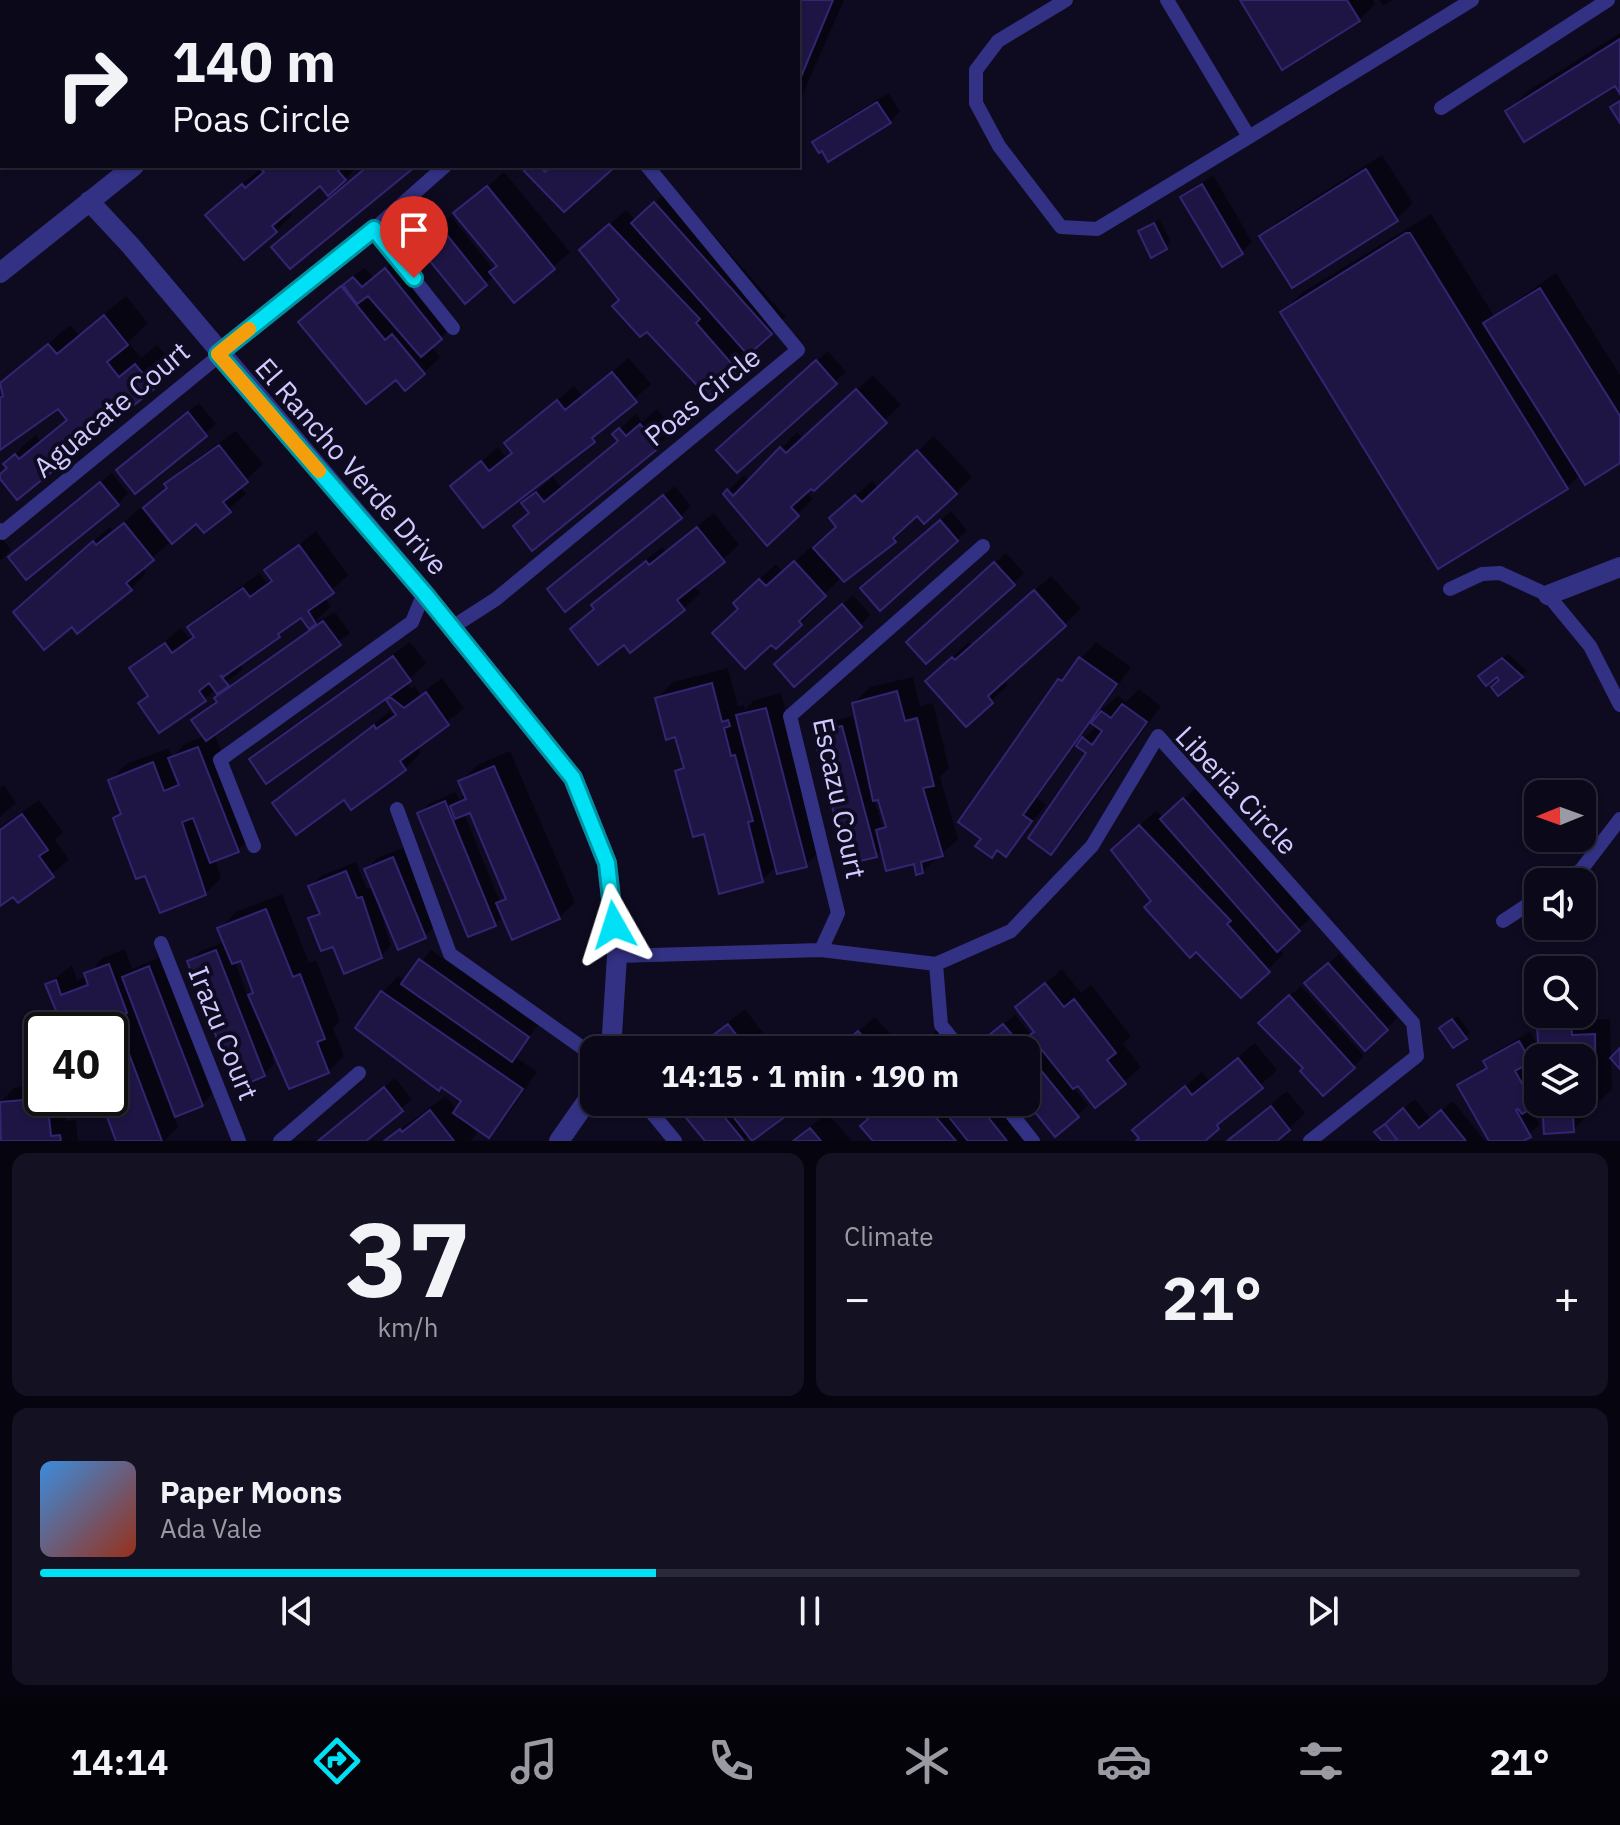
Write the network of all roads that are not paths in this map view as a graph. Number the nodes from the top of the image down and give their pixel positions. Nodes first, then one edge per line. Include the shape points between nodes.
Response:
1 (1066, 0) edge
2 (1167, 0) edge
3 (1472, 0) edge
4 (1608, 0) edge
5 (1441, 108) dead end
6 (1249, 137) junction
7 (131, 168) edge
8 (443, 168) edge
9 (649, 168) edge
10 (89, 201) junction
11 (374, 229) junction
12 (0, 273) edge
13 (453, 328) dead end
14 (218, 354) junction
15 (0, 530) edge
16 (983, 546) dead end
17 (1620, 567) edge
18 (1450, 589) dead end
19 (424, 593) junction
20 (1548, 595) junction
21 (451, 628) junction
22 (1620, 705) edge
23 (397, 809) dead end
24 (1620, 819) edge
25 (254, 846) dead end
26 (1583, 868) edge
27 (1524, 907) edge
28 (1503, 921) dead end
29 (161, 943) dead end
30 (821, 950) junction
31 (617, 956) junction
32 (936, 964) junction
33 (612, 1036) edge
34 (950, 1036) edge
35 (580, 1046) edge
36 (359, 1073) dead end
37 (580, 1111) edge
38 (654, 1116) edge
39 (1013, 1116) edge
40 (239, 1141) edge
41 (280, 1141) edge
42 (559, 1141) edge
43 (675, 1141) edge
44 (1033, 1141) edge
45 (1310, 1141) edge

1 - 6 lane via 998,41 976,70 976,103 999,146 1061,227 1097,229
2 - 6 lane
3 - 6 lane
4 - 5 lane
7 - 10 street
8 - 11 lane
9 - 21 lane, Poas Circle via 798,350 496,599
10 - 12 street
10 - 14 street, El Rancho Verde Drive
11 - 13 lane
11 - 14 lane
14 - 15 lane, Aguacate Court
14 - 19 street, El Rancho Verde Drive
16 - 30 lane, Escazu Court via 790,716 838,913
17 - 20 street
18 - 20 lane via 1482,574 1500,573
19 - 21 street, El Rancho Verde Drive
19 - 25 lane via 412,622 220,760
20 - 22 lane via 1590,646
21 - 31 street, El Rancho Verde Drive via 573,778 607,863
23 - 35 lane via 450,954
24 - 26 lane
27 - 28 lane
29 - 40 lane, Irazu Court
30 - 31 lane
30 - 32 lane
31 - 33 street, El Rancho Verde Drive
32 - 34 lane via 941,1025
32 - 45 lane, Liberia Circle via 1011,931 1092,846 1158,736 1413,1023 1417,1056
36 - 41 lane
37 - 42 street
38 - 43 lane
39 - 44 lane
--
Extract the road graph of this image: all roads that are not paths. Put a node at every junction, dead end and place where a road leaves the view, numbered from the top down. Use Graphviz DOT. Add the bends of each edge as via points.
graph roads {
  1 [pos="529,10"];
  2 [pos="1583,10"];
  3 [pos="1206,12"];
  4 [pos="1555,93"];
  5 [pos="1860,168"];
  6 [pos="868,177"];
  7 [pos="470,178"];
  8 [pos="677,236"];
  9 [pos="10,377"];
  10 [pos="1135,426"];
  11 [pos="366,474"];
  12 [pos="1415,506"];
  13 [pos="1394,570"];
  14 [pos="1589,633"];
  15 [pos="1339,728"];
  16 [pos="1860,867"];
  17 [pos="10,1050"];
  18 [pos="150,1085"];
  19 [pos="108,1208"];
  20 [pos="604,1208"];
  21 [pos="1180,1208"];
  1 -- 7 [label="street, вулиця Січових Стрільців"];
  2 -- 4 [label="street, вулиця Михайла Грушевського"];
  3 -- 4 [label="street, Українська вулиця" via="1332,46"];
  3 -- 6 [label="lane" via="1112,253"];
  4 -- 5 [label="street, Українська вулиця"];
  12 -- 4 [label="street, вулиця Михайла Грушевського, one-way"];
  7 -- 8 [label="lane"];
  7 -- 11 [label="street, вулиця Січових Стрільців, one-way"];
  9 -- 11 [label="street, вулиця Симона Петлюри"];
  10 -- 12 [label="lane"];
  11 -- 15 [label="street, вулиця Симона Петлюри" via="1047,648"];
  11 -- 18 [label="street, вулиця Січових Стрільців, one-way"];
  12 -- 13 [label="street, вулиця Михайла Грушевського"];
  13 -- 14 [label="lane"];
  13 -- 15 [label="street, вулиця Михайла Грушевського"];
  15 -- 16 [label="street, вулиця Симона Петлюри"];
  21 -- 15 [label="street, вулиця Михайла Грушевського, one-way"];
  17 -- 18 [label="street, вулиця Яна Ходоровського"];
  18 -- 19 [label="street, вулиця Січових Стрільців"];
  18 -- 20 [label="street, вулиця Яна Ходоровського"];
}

### What is needed
Report each line of the entries where the word "this" occurs.

### Reply to the task
Write the network of all roads that are not paths in this map view as a graph. Number the nodes from the top of the image down and give their pixel positions. Nodes first, then one edge per line. Include the shape points between nodes.
Extract the road graph of this image: all roads that are not paths. Put a node at every junction, dead end and place where a road leaves the view, numbered from the top down. Use Graphviz DOT. Add the bends of each edge as via points.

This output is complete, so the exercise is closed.